* _ASSIGNED TASK_
Copy the records out again in full, keeping them identical.

Saved data entries:
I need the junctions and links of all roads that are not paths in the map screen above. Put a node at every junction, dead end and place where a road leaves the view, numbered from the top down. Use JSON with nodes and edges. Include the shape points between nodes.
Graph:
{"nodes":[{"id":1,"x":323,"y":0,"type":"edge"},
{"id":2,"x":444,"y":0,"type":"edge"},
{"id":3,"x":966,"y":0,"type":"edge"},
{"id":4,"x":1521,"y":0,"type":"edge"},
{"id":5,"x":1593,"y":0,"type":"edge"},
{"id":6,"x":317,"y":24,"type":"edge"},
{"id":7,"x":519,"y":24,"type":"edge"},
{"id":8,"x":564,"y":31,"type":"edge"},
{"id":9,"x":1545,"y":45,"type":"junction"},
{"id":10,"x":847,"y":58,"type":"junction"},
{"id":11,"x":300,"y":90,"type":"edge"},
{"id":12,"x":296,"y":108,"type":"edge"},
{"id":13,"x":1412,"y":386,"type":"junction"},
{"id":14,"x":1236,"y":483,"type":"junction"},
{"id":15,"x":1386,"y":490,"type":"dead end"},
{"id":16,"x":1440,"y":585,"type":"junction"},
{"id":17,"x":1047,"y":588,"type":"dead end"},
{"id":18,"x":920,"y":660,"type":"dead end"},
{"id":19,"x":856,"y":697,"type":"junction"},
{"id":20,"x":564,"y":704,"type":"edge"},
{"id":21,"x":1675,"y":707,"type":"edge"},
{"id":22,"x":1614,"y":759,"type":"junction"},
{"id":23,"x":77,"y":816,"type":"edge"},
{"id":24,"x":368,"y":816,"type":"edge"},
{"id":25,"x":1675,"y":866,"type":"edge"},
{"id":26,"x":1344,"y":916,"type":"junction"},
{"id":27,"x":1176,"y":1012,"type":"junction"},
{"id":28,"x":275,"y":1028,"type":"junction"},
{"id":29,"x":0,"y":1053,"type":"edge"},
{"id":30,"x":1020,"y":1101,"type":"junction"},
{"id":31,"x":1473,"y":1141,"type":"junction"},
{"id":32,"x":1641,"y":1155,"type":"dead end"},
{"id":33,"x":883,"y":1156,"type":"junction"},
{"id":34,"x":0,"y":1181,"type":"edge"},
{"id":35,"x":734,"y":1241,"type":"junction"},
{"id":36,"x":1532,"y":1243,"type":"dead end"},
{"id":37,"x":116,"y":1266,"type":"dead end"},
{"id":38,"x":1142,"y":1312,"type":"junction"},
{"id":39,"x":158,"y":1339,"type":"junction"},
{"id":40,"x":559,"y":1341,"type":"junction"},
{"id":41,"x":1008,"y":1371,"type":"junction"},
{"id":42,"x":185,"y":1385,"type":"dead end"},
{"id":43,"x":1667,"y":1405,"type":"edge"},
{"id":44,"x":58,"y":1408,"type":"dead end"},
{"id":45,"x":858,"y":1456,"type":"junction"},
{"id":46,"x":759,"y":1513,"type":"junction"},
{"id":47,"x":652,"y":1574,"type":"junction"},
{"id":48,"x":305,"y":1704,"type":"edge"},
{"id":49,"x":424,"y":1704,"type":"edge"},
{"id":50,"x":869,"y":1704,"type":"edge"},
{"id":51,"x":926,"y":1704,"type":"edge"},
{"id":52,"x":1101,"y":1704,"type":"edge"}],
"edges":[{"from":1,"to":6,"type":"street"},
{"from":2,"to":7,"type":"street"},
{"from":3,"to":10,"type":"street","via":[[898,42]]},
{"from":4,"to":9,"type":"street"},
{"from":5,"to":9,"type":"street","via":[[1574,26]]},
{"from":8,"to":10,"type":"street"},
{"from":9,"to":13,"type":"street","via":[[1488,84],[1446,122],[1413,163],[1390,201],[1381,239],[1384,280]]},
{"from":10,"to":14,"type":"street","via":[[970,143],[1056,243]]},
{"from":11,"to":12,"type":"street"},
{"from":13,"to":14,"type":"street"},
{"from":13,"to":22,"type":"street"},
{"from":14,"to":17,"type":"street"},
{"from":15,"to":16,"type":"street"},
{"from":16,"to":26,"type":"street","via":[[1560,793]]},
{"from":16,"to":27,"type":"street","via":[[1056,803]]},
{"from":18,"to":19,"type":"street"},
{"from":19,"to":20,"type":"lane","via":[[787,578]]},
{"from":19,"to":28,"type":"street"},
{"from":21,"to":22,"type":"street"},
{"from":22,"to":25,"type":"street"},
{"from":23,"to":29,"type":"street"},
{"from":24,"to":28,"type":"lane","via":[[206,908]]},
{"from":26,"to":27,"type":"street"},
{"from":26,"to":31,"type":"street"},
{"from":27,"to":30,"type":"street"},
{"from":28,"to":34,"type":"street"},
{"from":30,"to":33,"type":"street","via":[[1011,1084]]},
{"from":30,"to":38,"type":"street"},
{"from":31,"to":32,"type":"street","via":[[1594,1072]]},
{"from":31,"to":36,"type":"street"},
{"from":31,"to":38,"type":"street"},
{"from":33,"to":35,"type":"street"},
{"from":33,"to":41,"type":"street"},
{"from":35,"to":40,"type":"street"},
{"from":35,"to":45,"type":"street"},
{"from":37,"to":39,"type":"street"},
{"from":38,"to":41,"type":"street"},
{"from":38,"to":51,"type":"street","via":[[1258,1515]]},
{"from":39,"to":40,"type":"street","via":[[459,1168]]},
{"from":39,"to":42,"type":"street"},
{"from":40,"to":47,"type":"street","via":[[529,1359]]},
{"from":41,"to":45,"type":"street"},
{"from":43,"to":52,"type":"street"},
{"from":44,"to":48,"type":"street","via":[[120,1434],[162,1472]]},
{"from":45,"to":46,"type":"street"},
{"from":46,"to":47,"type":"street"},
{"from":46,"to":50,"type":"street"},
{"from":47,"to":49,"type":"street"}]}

* _FINAL ANSWER_
I need the junctions and links of all roads that are not paths in the map screen above. Put a node at every junction, dead end and place where a road leaves the view, numbered from the top down. Use JSON with nodes and edges. Include the shape points between nodes.
Graph:
{"nodes":[{"id":1,"x":323,"y":0,"type":"edge"},
{"id":2,"x":444,"y":0,"type":"edge"},
{"id":3,"x":966,"y":0,"type":"edge"},
{"id":4,"x":1521,"y":0,"type":"edge"},
{"id":5,"x":1593,"y":0,"type":"edge"},
{"id":6,"x":317,"y":24,"type":"edge"},
{"id":7,"x":519,"y":24,"type":"edge"},
{"id":8,"x":564,"y":31,"type":"edge"},
{"id":9,"x":1545,"y":45,"type":"junction"},
{"id":10,"x":847,"y":58,"type":"junction"},
{"id":11,"x":300,"y":90,"type":"edge"},
{"id":12,"x":296,"y":108,"type":"edge"},
{"id":13,"x":1412,"y":386,"type":"junction"},
{"id":14,"x":1236,"y":483,"type":"junction"},
{"id":15,"x":1386,"y":490,"type":"dead end"},
{"id":16,"x":1440,"y":585,"type":"junction"},
{"id":17,"x":1047,"y":588,"type":"dead end"},
{"id":18,"x":920,"y":660,"type":"dead end"},
{"id":19,"x":856,"y":697,"type":"junction"},
{"id":20,"x":564,"y":704,"type":"edge"},
{"id":21,"x":1675,"y":707,"type":"edge"},
{"id":22,"x":1614,"y":759,"type":"junction"},
{"id":23,"x":77,"y":816,"type":"edge"},
{"id":24,"x":368,"y":816,"type":"edge"},
{"id":25,"x":1675,"y":866,"type":"edge"},
{"id":26,"x":1344,"y":916,"type":"junction"},
{"id":27,"x":1176,"y":1012,"type":"junction"},
{"id":28,"x":275,"y":1028,"type":"junction"},
{"id":29,"x":0,"y":1053,"type":"edge"},
{"id":30,"x":1020,"y":1101,"type":"junction"},
{"id":31,"x":1473,"y":1141,"type":"junction"},
{"id":32,"x":1641,"y":1155,"type":"dead end"},
{"id":33,"x":883,"y":1156,"type":"junction"},
{"id":34,"x":0,"y":1181,"type":"edge"},
{"id":35,"x":734,"y":1241,"type":"junction"},
{"id":36,"x":1532,"y":1243,"type":"dead end"},
{"id":37,"x":116,"y":1266,"type":"dead end"},
{"id":38,"x":1142,"y":1312,"type":"junction"},
{"id":39,"x":158,"y":1339,"type":"junction"},
{"id":40,"x":559,"y":1341,"type":"junction"},
{"id":41,"x":1008,"y":1371,"type":"junction"},
{"id":42,"x":185,"y":1385,"type":"dead end"},
{"id":43,"x":1667,"y":1405,"type":"edge"},
{"id":44,"x":58,"y":1408,"type":"dead end"},
{"id":45,"x":858,"y":1456,"type":"junction"},
{"id":46,"x":759,"y":1513,"type":"junction"},
{"id":47,"x":652,"y":1574,"type":"junction"},
{"id":48,"x":305,"y":1704,"type":"edge"},
{"id":49,"x":424,"y":1704,"type":"edge"},
{"id":50,"x":869,"y":1704,"type":"edge"},
{"id":51,"x":926,"y":1704,"type":"edge"},
{"id":52,"x":1101,"y":1704,"type":"edge"}],
"edges":[{"from":1,"to":6,"type":"street"},
{"from":2,"to":7,"type":"street"},
{"from":3,"to":10,"type":"street","via":[[898,42]]},
{"from":4,"to":9,"type":"street"},
{"from":5,"to":9,"type":"street","via":[[1574,26]]},
{"from":8,"to":10,"type":"street"},
{"from":9,"to":13,"type":"street","via":[[1488,84],[1446,122],[1413,163],[1390,201],[1381,239],[1384,280]]},
{"from":10,"to":14,"type":"street","via":[[970,143],[1056,243]]},
{"from":11,"to":12,"type":"street"},
{"from":13,"to":14,"type":"street"},
{"from":13,"to":22,"type":"street"},
{"from":14,"to":17,"type":"street"},
{"from":15,"to":16,"type":"street"},
{"from":16,"to":26,"type":"street","via":[[1560,793]]},
{"from":16,"to":27,"type":"street","via":[[1056,803]]},
{"from":18,"to":19,"type":"street"},
{"from":19,"to":20,"type":"lane","via":[[787,578]]},
{"from":19,"to":28,"type":"street"},
{"from":21,"to":22,"type":"street"},
{"from":22,"to":25,"type":"street"},
{"from":23,"to":29,"type":"street"},
{"from":24,"to":28,"type":"lane","via":[[206,908]]},
{"from":26,"to":27,"type":"street"},
{"from":26,"to":31,"type":"street"},
{"from":27,"to":30,"type":"street"},
{"from":28,"to":34,"type":"street"},
{"from":30,"to":33,"type":"street","via":[[1011,1084]]},
{"from":30,"to":38,"type":"street"},
{"from":31,"to":32,"type":"street","via":[[1594,1072]]},
{"from":31,"to":36,"type":"street"},
{"from":31,"to":38,"type":"street"},
{"from":33,"to":35,"type":"street"},
{"from":33,"to":41,"type":"street"},
{"from":35,"to":40,"type":"street"},
{"from":35,"to":45,"type":"street"},
{"from":37,"to":39,"type":"street"},
{"from":38,"to":41,"type":"street"},
{"from":38,"to":51,"type":"street","via":[[1258,1515]]},
{"from":39,"to":40,"type":"street","via":[[459,1168]]},
{"from":39,"to":42,"type":"street"},
{"from":40,"to":47,"type":"street","via":[[529,1359]]},
{"from":41,"to":45,"type":"street"},
{"from":43,"to":52,"type":"street"},
{"from":44,"to":48,"type":"street","via":[[120,1434],[162,1472]]},
{"from":45,"to":46,"type":"street"},
{"from":46,"to":47,"type":"street"},
{"from":46,"to":50,"type":"street"},
{"from":47,"to":49,"type":"street"}]}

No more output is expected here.